Top of Data for analysis
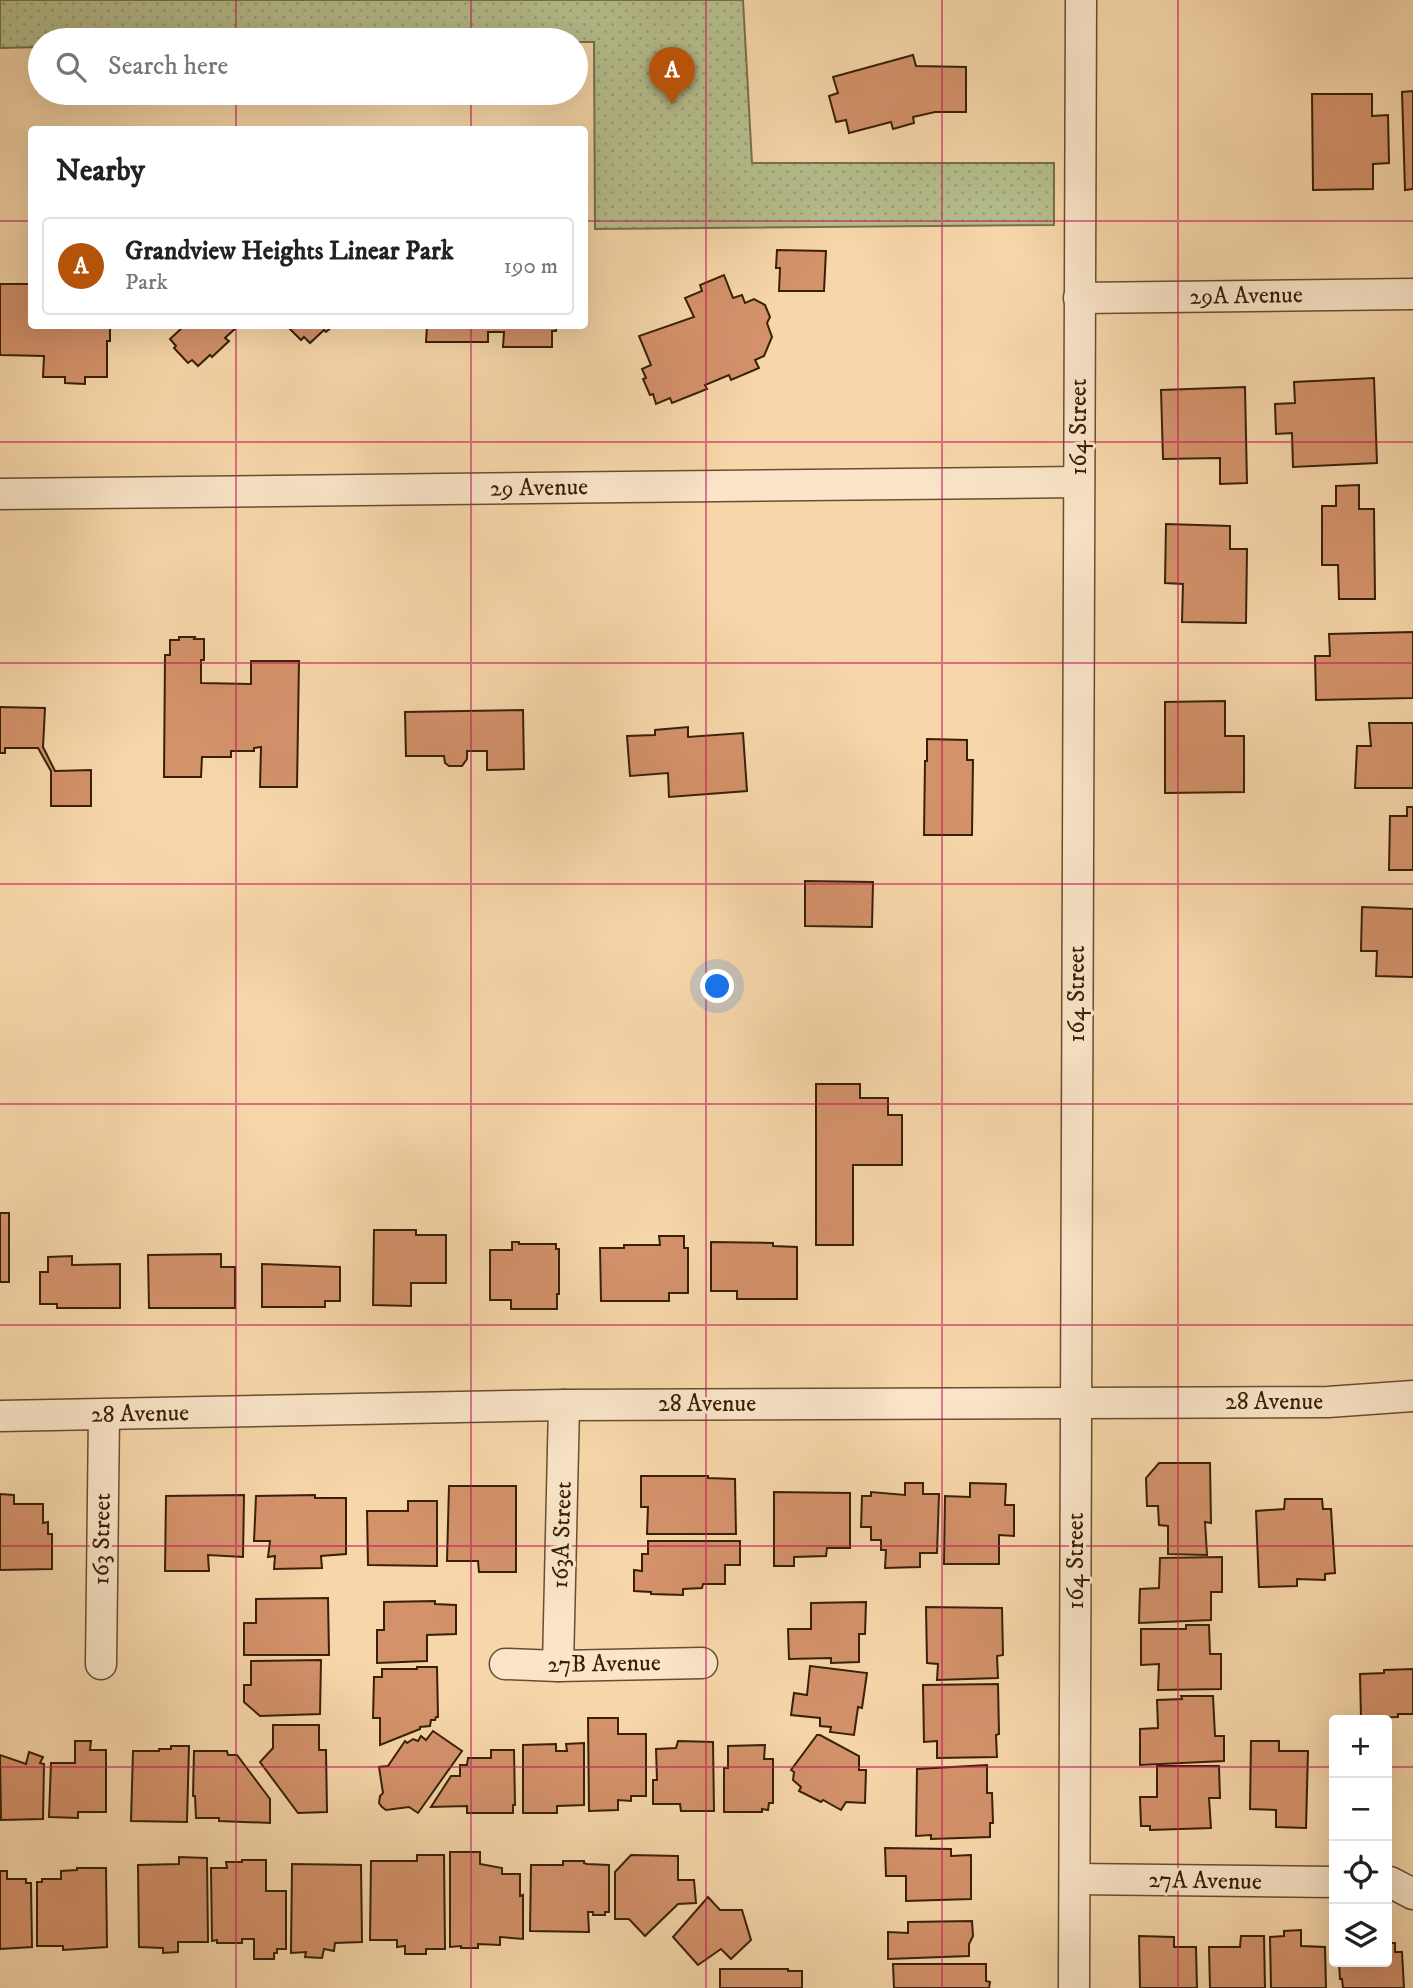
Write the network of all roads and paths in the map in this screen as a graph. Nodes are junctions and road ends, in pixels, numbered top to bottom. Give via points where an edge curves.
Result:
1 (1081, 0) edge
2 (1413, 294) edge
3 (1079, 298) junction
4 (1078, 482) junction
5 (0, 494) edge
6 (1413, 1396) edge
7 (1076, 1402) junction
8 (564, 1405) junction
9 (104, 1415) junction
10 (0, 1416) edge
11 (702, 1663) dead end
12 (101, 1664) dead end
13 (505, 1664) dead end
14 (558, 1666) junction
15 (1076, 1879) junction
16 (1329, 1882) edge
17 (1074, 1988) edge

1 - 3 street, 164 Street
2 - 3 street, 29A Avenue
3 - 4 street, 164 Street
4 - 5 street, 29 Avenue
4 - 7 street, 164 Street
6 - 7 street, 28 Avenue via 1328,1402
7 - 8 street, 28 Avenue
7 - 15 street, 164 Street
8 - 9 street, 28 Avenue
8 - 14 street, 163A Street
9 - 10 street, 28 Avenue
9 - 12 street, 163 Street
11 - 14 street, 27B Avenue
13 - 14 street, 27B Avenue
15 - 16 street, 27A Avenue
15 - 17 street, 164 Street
Bottom of Data for analysis
Top of Data for analysis
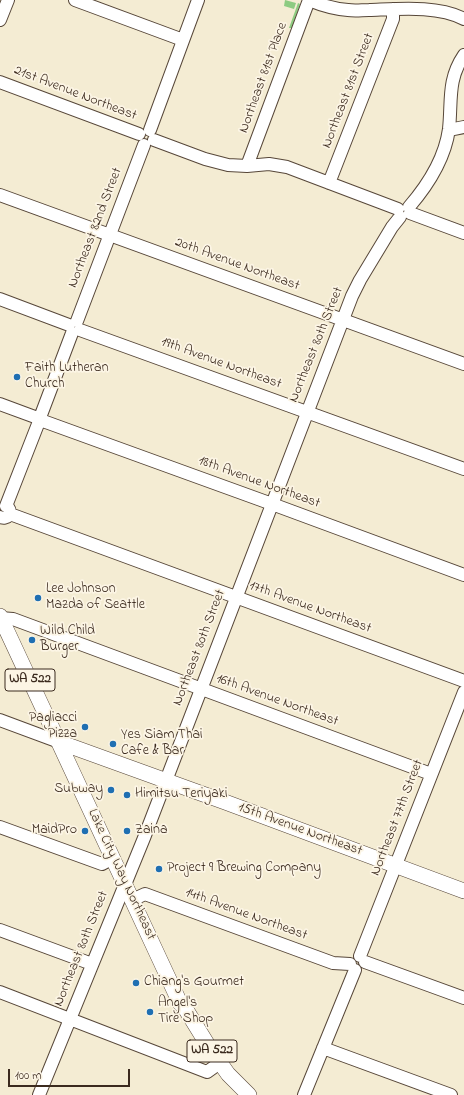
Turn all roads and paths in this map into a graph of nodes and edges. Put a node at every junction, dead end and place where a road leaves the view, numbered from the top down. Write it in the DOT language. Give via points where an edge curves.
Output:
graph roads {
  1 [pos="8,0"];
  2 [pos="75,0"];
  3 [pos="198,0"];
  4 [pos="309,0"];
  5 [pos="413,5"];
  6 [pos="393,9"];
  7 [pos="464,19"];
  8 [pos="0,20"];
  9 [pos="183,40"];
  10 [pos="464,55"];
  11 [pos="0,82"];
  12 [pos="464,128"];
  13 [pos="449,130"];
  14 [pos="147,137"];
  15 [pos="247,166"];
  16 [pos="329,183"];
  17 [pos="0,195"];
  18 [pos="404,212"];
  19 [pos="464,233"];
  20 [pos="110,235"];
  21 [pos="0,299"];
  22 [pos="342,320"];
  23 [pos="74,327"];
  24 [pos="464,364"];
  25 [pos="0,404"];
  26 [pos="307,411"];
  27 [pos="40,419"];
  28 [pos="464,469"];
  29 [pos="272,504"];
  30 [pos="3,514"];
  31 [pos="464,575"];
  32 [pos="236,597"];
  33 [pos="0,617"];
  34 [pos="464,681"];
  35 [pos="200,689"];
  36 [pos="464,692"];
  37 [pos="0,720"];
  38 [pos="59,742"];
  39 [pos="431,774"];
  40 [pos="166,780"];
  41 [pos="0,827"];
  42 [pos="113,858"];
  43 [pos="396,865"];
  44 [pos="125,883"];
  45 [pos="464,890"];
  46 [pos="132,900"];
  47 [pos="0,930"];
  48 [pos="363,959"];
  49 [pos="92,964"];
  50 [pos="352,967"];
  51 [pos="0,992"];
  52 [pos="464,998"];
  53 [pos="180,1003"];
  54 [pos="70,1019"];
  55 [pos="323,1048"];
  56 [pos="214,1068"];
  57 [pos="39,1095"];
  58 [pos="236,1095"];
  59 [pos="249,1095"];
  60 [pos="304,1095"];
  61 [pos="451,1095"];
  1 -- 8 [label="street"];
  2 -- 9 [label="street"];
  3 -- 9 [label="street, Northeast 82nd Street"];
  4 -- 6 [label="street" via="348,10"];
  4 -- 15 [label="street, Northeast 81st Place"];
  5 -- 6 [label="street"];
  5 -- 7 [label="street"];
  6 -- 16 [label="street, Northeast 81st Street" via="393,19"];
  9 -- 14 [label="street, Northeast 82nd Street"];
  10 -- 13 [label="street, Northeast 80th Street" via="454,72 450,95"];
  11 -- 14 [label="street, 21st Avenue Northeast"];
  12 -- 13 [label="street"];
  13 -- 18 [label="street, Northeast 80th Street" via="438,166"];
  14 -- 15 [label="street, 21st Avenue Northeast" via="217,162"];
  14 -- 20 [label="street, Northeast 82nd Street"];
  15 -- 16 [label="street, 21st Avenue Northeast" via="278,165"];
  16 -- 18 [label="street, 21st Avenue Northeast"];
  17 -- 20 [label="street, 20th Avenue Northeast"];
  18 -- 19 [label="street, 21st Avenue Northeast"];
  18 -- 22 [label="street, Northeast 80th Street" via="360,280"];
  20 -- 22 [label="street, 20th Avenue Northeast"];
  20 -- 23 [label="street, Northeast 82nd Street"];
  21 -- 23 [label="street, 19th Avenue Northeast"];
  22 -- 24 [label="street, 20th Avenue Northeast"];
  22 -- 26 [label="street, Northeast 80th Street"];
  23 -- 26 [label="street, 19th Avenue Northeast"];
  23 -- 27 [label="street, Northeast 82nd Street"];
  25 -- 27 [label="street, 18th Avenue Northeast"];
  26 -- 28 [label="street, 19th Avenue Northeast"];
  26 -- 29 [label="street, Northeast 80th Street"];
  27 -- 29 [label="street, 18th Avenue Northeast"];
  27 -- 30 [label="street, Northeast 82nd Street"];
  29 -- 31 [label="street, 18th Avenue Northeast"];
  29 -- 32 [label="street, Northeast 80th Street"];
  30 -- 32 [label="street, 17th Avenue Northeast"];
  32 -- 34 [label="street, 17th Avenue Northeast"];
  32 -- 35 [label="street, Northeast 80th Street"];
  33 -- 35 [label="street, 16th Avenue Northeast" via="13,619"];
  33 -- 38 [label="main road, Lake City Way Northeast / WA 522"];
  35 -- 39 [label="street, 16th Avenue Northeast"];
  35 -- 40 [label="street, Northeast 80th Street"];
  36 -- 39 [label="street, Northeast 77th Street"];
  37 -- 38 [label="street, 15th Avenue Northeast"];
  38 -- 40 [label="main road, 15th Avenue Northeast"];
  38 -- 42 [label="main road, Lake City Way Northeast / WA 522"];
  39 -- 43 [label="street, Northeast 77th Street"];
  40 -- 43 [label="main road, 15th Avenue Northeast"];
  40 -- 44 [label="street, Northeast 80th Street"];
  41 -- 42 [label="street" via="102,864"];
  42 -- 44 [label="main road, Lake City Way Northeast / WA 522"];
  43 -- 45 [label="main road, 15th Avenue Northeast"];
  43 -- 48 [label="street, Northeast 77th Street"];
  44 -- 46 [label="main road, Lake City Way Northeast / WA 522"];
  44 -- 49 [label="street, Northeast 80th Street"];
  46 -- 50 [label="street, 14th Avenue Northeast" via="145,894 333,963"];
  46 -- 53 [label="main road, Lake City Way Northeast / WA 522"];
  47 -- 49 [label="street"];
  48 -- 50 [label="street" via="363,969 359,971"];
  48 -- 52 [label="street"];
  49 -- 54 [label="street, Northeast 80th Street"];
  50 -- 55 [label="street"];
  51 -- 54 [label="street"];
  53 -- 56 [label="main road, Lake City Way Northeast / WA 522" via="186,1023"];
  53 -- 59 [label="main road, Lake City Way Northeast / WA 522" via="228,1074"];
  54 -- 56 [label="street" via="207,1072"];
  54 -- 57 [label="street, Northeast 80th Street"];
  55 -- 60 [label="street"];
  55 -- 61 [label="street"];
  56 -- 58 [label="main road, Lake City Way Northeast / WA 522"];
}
Bottom of Data for analysis
**Task objective:** In the records above, each line with the string "points" should be copied.

**Exercise response:**
Write the network of all roads and paths in the map in this screen as a graph. Nodes are junctions and road ends, in pixels, numbered top to bottom. Give via points where an edge curves.
Turn all roads and paths in this map into a graph of nodes and edges. Put a node at every junction, dead end and place where a road leaves the view, numbered from the top down. Write it in the DOT language. Give via points where an edge curves.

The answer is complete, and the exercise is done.